▶ **Try it**:
Scan the records below for the word "above". Copy each line where it appears.

▶ **Data to examine**:
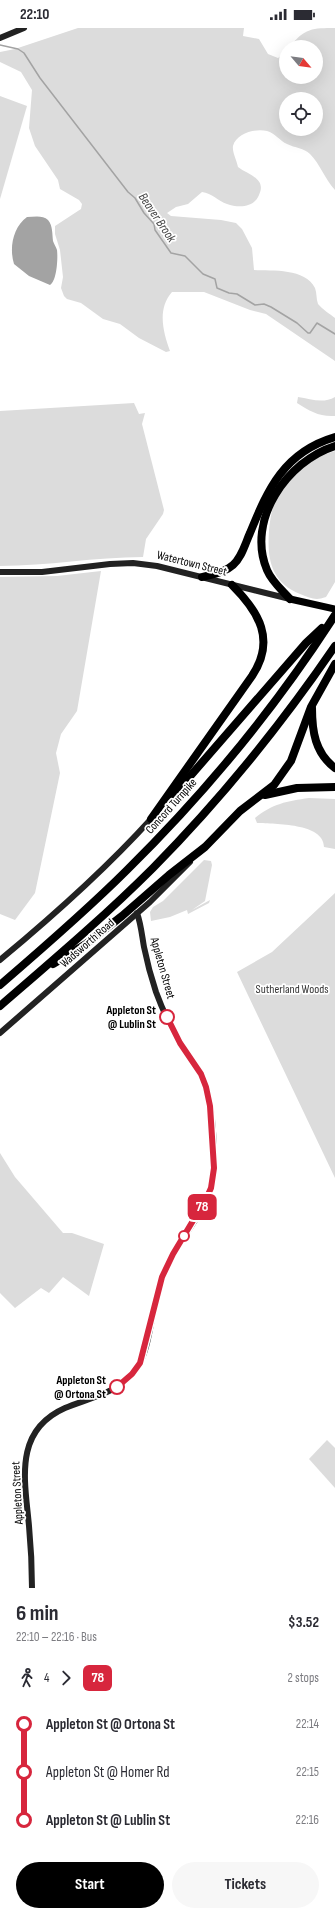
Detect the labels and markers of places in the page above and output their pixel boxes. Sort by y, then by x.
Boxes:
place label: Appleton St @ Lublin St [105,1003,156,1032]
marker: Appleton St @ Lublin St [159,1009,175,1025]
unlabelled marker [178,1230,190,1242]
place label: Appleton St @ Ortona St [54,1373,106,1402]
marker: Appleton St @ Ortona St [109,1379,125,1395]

* * *

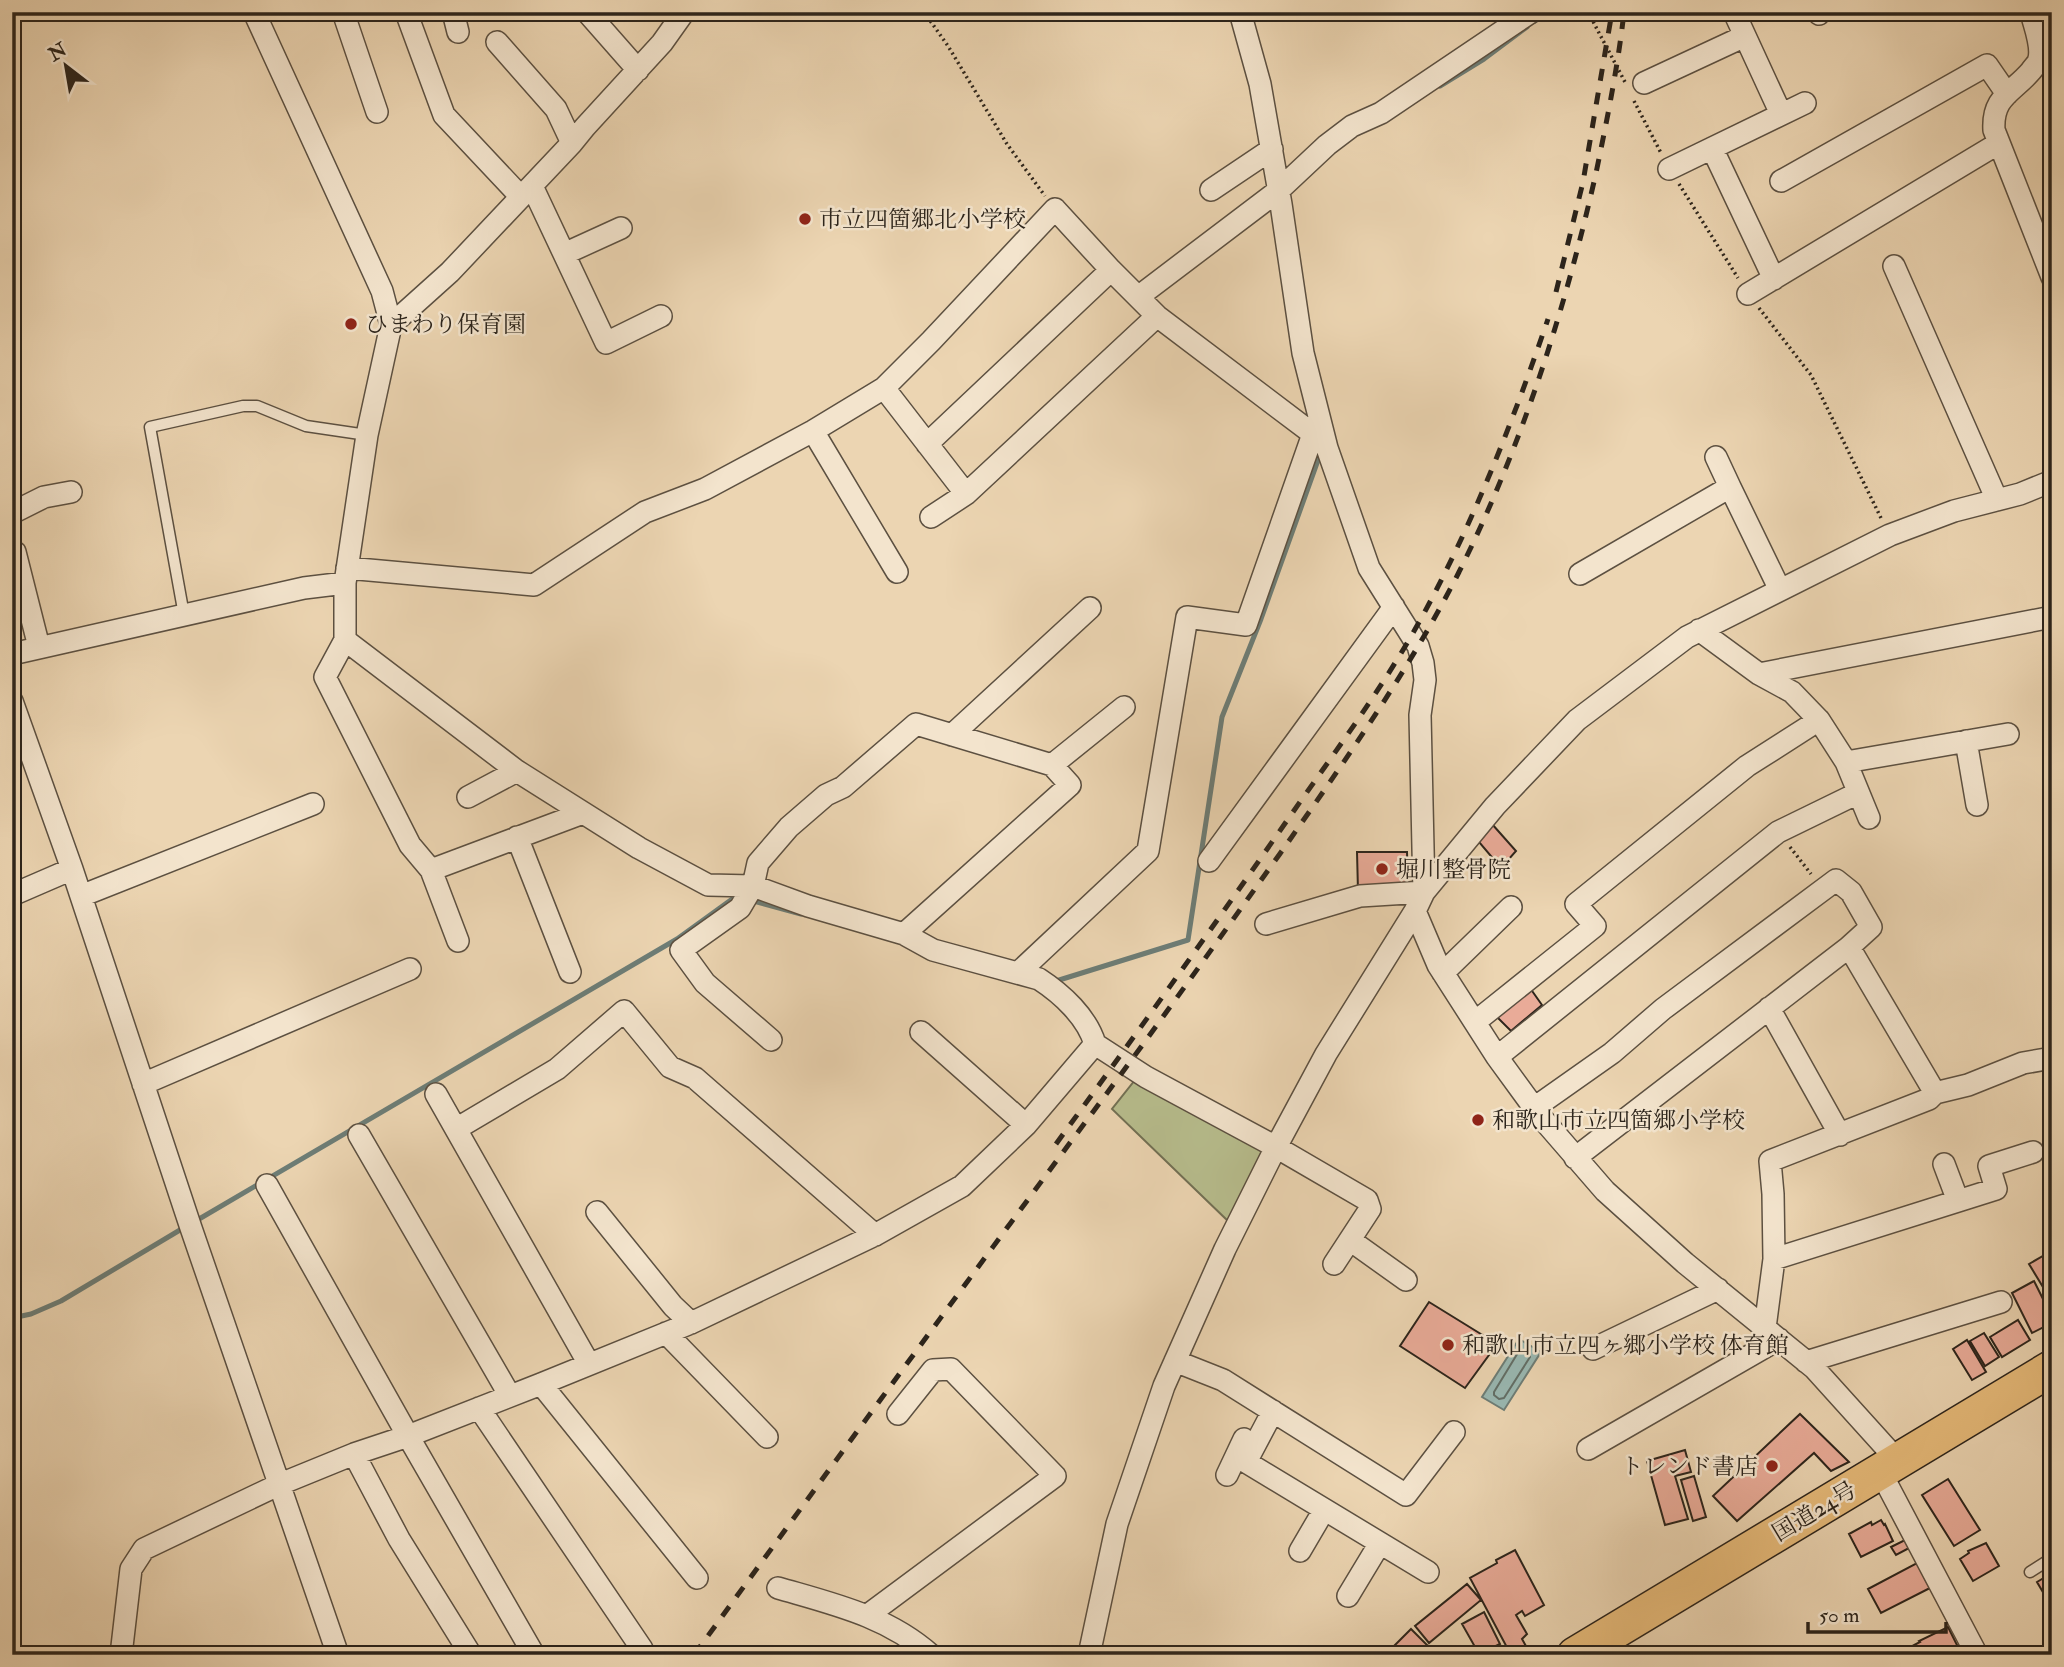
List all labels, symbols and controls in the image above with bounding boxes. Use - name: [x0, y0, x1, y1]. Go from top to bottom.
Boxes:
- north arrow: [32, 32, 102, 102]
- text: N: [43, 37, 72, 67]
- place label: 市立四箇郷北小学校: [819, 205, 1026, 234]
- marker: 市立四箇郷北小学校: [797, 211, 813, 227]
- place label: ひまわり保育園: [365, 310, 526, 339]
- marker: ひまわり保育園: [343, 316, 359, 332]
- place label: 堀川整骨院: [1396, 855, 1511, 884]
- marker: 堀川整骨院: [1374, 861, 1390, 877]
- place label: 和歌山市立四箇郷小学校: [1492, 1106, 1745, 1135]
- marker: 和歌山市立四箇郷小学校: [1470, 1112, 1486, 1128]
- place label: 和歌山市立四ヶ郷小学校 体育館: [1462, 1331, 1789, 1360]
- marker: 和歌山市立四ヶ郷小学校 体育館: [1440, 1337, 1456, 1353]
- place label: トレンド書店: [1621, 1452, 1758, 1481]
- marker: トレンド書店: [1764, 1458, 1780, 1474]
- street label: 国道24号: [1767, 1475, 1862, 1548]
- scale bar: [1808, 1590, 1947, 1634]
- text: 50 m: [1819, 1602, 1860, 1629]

▶ **Solution for this task**:
Detect the labels and markers of places in the page above and output their pixel boxes. Sort by y, then by x.
List all labels, symbols and controls in the image above with bounding boxes. Use - name: [x0, y0, x1, y1]. Go from top to bottom.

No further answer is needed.